> [INPUT DATA]
────────────────────────────────────────
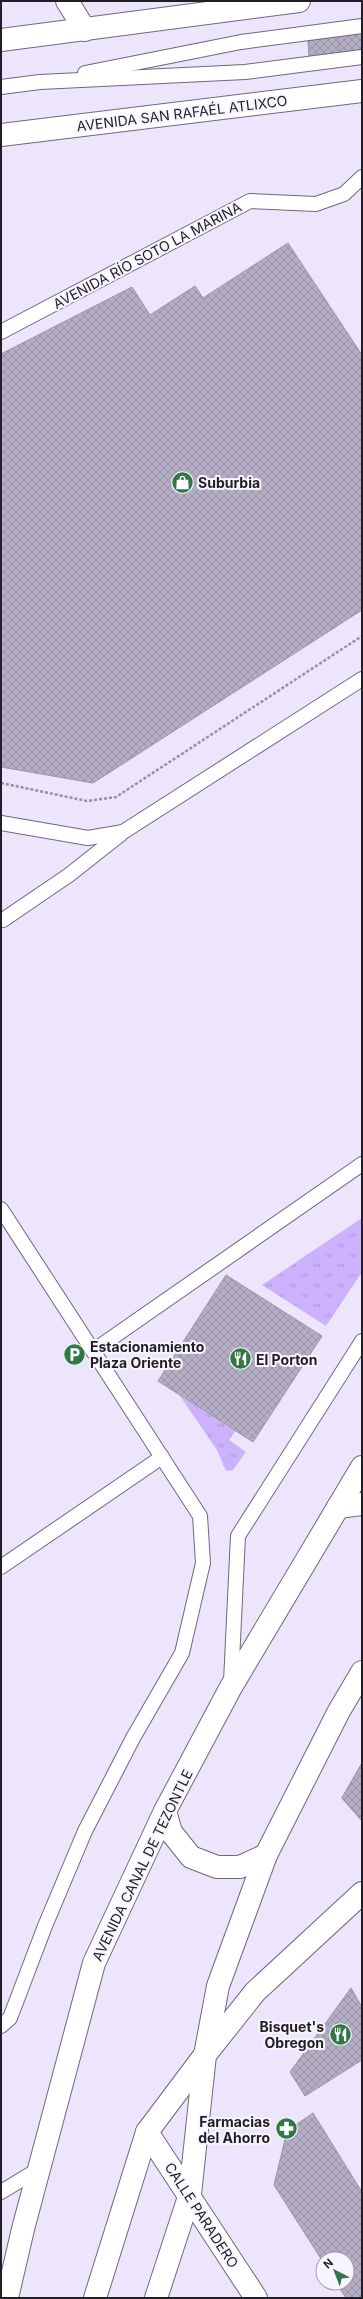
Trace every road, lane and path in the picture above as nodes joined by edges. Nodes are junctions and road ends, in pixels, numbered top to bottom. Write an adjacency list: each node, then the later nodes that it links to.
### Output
1 (67, 1): 4 (main road)
2 (299, 1): 4 (main road)
3 (362, 26): 7 (lane)
4 (85, 30): 5 (main road)
5 (1, 40)
6 (362, 57): 7 (lane)
7 (40, 82): 8 (lane)
8 (1, 87)
9 (362, 91): 10 (main road, AVENIDA SAN RAFAÉL ATLIXCO)
10 (1, 135)
11 (362, 176): 12 (lane, AVENIDA RÍO SOTO LA MARINA)
12 (1, 332)
13 (362, 636): 15 (path)
14 (362, 679): 17 (lane)
15 (1, 784)
16 (1, 822): 17 (lane)
17 (123, 832): 18 (lane)
18 (3, 920)
19 (362, 1164): 22 (lane)
20 (1, 1209): 22 (lane)
21 (362, 1341): 29 (lane)
22 (93, 1352): 23 (lane)
23 (162, 1457): 27 (lane); 33 (lane)
24 (362, 1467): 26 (main road, AVENIDA CANAL DE TEZONTLE)
25 (362, 1504): 26 (main road)
26 (338, 1507): 29 (main road, AVENIDA CANAL DE TEZONTLE)
27 (1, 1567)
28 (362, 1672): 31 (main road)
29 (231, 1687): 30 (main road, AVENIDA CANAL DE TEZONTLE)
30 (165, 1811): 31 (main road); 36 (main road, AVENIDA CANAL DE TEZONTLE)
31 (266, 1855): 34 (main road)
32 (362, 1893): 34 (main road)
33 (1, 2026)
34 (205, 2055): 35 (main road); 38 (main road)
35 (147, 2132): 38 (main road, CALLE PARADERO); 40 (main road)
36 (39, 2169): 37 (lane); 39 (main road, AVENIDA CANAL DE TEZONTLE)
37 (1, 2192)
38 (190, 2194): 41 (main road); 42 (main road, CALLE PARADERO)
39 (7, 2298)
40 (95, 2298)
41 (156, 2298)
42 (256, 2298)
────────────────────────────────────────
Go through the listing and copy each line with the string "PARADERO".

> [EXERCISE SOLUTION]
35 (147, 2132): 38 (main road, CALLE PARADERO); 40 (main road)
38 (190, 2194): 41 (main road); 42 (main road, CALLE PARADERO)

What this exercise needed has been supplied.